* Entries provided *
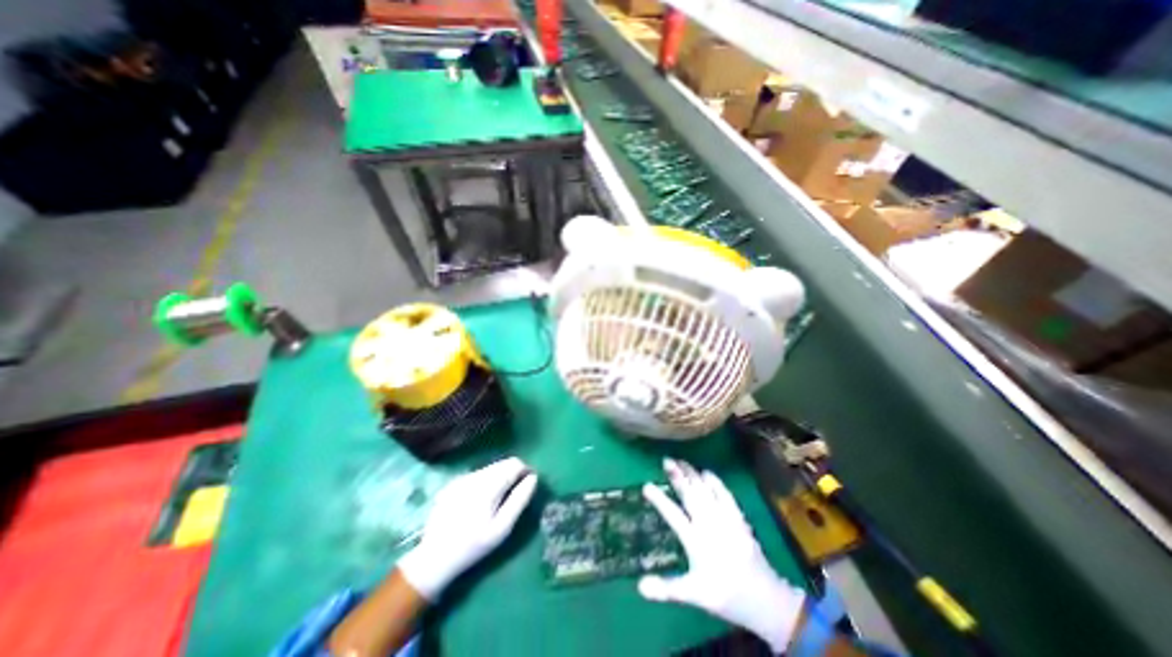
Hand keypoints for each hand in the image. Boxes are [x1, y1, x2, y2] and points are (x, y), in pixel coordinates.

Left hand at [395, 456, 535, 600]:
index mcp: (488, 485)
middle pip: (503, 463)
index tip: (528, 486)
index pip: (515, 464)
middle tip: (514, 495)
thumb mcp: (502, 528)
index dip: (526, 471)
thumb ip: (519, 500)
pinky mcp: (453, 483)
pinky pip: (478, 474)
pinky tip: (481, 501)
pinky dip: (486, 481)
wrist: (434, 558)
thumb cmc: (473, 546)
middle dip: (513, 474)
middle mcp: (475, 475)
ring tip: (499, 499)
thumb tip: (533, 478)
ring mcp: (462, 478)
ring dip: (500, 477)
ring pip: (490, 468)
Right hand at [640, 460, 806, 654]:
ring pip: (706, 490)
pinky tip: (707, 472)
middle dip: (677, 476)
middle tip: (666, 460)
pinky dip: (715, 482)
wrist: (764, 599)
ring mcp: (725, 518)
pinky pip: (725, 494)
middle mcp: (709, 524)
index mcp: (695, 540)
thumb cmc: (725, 595)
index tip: (646, 485)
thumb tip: (639, 587)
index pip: (673, 515)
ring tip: (681, 461)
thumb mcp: (693, 595)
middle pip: (690, 494)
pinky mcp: (737, 517)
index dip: (659, 500)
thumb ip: (666, 589)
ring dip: (693, 474)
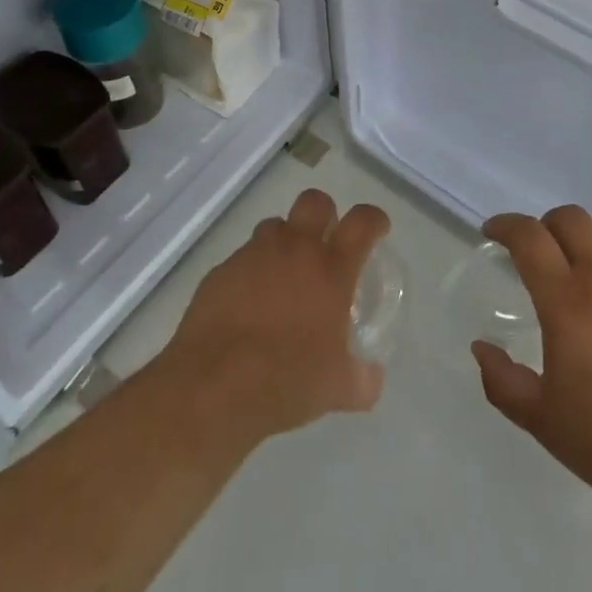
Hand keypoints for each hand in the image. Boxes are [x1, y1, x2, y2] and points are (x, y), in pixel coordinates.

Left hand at [158, 187, 389, 450]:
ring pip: (275, 225)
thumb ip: (362, 379)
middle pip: (315, 202)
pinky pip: (243, 258)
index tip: (377, 228)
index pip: (362, 222)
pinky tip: (248, 303)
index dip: (374, 219)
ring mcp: (255, 255)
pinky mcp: (222, 270)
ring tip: (284, 274)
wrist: (214, 386)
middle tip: (324, 242)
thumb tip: (372, 379)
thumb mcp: (336, 389)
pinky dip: (251, 271)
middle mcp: (295, 249)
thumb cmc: (286, 380)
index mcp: (331, 269)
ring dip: (284, 242)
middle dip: (324, 214)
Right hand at [472, 206, 591, 517]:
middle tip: (536, 255)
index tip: (492, 232)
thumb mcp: (542, 421)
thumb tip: (482, 347)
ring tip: (585, 316)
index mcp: (568, 302)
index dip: (506, 225)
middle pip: (572, 219)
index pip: (530, 237)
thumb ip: (503, 381)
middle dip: (546, 225)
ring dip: (585, 266)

* What is being asked *
Return the span of lines in the data above that opens at the line with "thumb tip: (639, 587)" and closes at the line with "ring dip: (693, 474)", exactly, ends included, nothing else.

* Finished exercise *
thumb tip: (639, 587)
index pip: (673, 515)
ring tip: (681, 461)
thumb mcp: (693, 595)
middle pip: (690, 494)
pinky mcp: (737, 517)
index dip: (659, 500)
thumb ip: (666, 589)
ring dip: (693, 474)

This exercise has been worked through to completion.